Physical world assistive signals for deep neural network classifiers -- neither defense nor attack

TL;DR

This paper introduces Assistive Signals, optimized perturbations that enhance deep neural network confidence and accuracy in real-world scenarios, independent of adversarial attack considerations.

Contribution

It proposes a novel concept of assistive signals, extending their optimization to 3D space for real-life conditions, and analyzes their properties and implications.

Findings

Assistive signals improve model confidence and accuracy more than conventional 2D methods.

Assistive signals reveal intrinsic biases of models towards certain object patterns.

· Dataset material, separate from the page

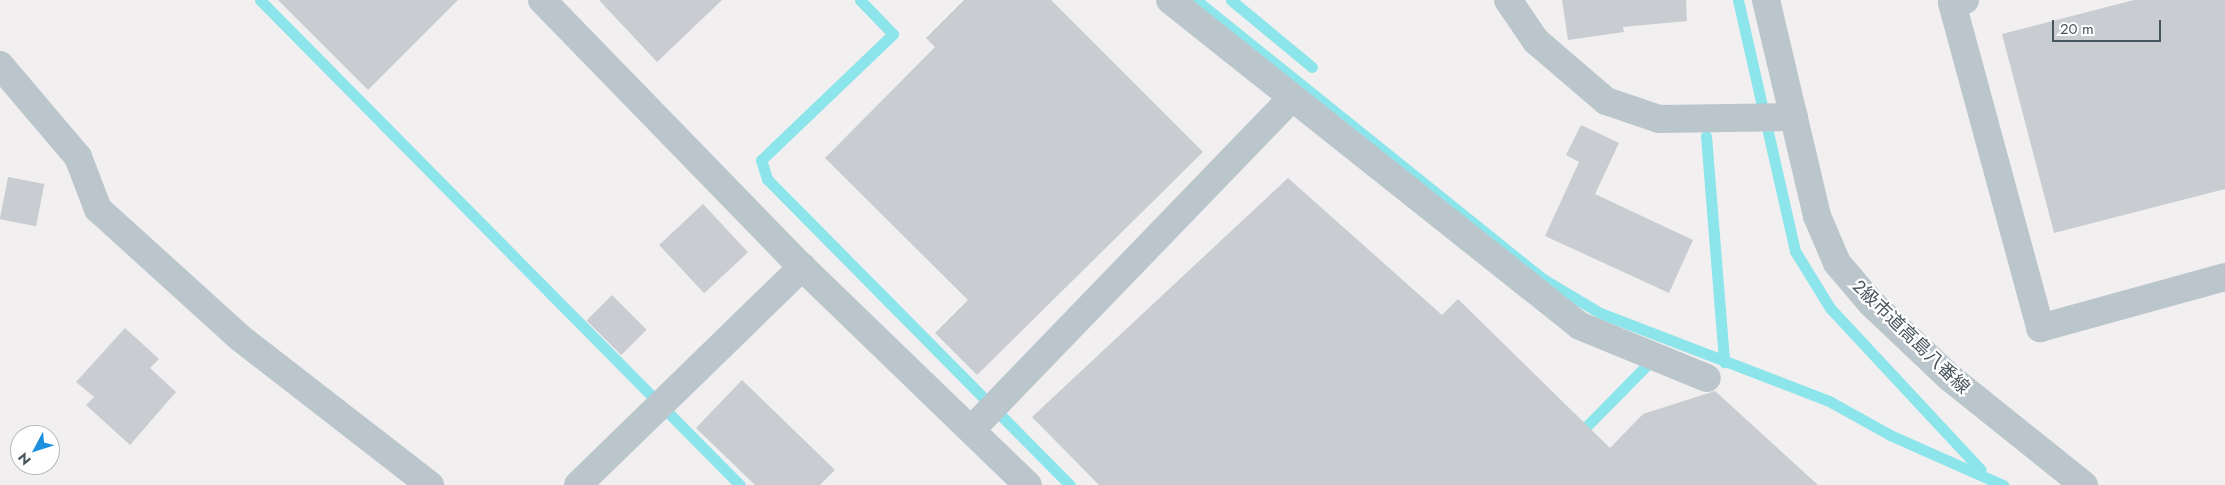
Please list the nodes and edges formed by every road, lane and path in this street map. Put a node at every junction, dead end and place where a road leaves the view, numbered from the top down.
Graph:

Optimization in 3D space enhances robustness under varying lighting and viewing angles.

Abstract

Deep Neural Networks lead the state of the art of computer vision tasks. Despite this, Neural Networks are brittle in that small changes in the input can drastically affect their prediction outcome and confidence. Consequently and naturally, research in this area mainly focus on adversarial attacks and defenses. In this paper, we take an alternative stance and introduce the concept of Assistive Signals, which are optimized to improve a model's confidence score regardless if it's under attack or not. We analyse some interesting properties of these assistive perturbations and extend the idea to optimize assistive signals in the 3D space for real-life scenarios simulating different lighting conditions and viewing angles. Experimental evaluations show that the assistive signals generated by our optimization method increase the accuracy and confidence of deep models more than those generated by conventional methods that work in the 2D space. In addition, our Assistive Signals illustrate the intrinsic bias of ML models towards certain patterns in real-life objects. We discuss how we can exploit these insights to re-think, or avoid, some patterns that might contribute to, or degrade, the detectability of objects in the real-world.